Perhaps your explanation was not clear enough for the busy department.

As the income was 200 approx. on the first application you should be in receipt of E69 approx plus payment x 2 for children. This should be applicable from the date of the first application and needs to be reviewed.

Send a written application (under the heading "additional information" making sure your PPSN is enclosed) setting out clearly your situation


----------



## netz (12 Dec 2011)

Ok so - this was refused on me again. They said my husband earned 357 a week - Have no idea where they plucked this figure from. I rang to ask how on earth they came to that figure, and was just going around in circles on the phone.

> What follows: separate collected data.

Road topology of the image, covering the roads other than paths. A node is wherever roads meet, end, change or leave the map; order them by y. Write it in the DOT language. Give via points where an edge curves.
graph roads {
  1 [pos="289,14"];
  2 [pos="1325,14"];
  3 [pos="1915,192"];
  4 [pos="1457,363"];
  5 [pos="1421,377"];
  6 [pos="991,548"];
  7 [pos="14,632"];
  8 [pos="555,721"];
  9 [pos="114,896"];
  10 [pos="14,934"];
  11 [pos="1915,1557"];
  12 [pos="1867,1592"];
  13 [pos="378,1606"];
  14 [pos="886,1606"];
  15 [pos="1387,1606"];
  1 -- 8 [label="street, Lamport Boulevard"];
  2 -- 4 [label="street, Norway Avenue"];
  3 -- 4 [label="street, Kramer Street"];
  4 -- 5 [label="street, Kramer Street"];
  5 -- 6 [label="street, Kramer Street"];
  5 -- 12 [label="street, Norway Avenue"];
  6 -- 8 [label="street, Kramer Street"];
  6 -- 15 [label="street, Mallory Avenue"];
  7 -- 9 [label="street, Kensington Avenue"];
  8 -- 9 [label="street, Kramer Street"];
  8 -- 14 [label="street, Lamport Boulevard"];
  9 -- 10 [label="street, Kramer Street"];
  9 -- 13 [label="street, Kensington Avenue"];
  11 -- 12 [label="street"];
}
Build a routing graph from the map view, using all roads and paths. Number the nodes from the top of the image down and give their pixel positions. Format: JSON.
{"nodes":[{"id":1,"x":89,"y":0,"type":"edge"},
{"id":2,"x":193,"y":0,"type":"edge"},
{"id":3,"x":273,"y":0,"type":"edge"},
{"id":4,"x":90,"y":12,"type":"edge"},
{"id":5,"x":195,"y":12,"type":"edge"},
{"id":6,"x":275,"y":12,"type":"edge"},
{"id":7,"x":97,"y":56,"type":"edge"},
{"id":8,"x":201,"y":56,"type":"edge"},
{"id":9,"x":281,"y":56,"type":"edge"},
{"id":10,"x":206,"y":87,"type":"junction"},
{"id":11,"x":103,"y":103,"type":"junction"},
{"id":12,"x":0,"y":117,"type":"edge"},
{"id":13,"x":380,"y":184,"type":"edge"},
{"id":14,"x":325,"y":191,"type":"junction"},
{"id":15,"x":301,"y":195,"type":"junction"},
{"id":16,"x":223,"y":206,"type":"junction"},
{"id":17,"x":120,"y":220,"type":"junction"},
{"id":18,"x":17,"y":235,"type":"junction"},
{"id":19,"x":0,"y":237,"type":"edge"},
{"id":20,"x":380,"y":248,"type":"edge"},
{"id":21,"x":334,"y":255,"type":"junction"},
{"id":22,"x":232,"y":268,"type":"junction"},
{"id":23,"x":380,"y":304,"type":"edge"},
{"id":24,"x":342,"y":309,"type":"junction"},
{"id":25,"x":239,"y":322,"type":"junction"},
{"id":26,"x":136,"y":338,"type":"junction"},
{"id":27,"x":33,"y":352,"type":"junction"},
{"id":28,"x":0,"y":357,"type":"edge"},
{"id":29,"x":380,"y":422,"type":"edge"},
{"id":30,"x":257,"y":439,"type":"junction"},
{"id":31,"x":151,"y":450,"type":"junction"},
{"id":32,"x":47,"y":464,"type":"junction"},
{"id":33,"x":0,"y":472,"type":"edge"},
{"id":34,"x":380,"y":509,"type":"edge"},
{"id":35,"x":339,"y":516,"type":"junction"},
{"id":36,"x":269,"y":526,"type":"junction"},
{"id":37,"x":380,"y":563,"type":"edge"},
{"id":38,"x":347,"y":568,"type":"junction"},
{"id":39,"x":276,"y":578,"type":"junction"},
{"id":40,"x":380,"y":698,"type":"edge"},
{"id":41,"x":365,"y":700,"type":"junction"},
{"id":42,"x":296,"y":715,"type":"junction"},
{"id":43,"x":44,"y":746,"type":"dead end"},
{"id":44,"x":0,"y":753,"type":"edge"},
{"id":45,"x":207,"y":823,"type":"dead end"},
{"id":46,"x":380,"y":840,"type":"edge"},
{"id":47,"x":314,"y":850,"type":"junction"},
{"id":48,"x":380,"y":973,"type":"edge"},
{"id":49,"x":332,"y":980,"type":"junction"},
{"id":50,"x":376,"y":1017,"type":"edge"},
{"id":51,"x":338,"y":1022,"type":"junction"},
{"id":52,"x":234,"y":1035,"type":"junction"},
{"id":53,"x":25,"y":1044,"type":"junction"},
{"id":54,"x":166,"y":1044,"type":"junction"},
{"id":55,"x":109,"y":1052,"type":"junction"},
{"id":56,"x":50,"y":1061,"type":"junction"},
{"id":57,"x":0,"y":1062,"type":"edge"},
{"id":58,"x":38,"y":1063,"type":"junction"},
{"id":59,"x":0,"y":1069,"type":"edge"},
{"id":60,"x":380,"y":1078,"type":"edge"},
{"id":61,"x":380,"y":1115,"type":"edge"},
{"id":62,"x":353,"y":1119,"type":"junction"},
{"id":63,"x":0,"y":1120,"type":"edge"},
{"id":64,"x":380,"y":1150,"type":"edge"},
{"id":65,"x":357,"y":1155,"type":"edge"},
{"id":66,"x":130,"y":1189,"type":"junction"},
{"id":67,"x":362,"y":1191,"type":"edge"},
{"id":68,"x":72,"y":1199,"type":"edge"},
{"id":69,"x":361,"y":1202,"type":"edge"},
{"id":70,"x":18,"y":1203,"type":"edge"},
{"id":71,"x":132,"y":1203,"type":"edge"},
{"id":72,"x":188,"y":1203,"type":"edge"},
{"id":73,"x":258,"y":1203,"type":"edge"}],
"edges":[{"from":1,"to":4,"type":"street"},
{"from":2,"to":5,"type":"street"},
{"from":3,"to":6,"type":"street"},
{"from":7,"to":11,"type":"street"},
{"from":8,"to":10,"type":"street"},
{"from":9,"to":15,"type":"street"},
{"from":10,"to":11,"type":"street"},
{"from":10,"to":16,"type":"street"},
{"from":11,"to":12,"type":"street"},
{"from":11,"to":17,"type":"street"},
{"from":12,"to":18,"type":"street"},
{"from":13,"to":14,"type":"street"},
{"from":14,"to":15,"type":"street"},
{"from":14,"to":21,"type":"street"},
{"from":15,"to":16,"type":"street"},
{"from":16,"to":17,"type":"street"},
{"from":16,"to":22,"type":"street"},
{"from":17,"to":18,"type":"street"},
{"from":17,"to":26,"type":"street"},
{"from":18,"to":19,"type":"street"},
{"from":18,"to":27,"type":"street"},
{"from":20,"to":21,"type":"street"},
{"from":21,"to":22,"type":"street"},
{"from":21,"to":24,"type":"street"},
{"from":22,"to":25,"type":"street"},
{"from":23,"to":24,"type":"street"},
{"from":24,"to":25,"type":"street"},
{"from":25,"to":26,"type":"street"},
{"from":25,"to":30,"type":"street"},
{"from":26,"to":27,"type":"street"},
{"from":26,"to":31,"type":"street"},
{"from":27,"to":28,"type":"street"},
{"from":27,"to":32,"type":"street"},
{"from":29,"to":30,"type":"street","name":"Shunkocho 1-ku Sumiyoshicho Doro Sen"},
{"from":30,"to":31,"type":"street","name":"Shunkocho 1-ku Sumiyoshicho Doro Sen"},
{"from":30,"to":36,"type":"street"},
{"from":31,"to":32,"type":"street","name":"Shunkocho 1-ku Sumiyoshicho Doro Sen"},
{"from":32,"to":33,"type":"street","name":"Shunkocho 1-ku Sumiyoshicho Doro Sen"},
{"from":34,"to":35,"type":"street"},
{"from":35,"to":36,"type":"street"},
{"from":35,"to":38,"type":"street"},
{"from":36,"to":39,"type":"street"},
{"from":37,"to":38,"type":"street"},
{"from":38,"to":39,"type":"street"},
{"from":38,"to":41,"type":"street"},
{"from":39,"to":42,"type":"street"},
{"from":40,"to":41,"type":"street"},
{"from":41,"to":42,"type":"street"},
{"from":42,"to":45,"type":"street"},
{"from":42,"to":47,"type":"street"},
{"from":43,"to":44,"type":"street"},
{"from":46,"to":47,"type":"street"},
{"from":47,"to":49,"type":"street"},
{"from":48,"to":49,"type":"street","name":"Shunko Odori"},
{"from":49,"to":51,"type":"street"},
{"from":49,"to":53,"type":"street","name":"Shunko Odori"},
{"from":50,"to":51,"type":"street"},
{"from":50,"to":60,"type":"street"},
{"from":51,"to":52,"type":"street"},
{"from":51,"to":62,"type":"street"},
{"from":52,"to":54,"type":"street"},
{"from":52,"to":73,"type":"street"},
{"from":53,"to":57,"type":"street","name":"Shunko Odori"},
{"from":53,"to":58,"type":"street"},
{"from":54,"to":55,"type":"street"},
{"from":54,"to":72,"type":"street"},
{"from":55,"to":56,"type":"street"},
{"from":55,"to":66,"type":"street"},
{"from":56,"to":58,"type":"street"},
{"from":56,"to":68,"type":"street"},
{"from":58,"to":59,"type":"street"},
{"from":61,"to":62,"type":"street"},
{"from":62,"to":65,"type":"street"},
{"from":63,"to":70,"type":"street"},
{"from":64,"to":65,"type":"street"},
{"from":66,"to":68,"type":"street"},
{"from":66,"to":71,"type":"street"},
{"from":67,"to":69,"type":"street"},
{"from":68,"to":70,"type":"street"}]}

They offered to send out an inspector to us. I never had any dealings with a soial welfare inspector. Any ideas what to expect? I think it is a good thing, I have nothing to hide and maybe he/she wil sort out the mess for us?? Any advice please..


----------



## Ildánach (12 Dec 2011)

netz said:


> Ok so - this was refused on me again. They said my husband earned 357 a week - Have no idea where they plucked this figure from. I rang to ask how on earth they came to that figure, and was just going around in circles on the phone. They offered to send out an inspector to us. I never had any dealings with a soial welfare inspector. Any ideas what to expect? I think it is a good thing, I have nothing to hide and maybe he/she wil sort out the mess for us?? Any advice please..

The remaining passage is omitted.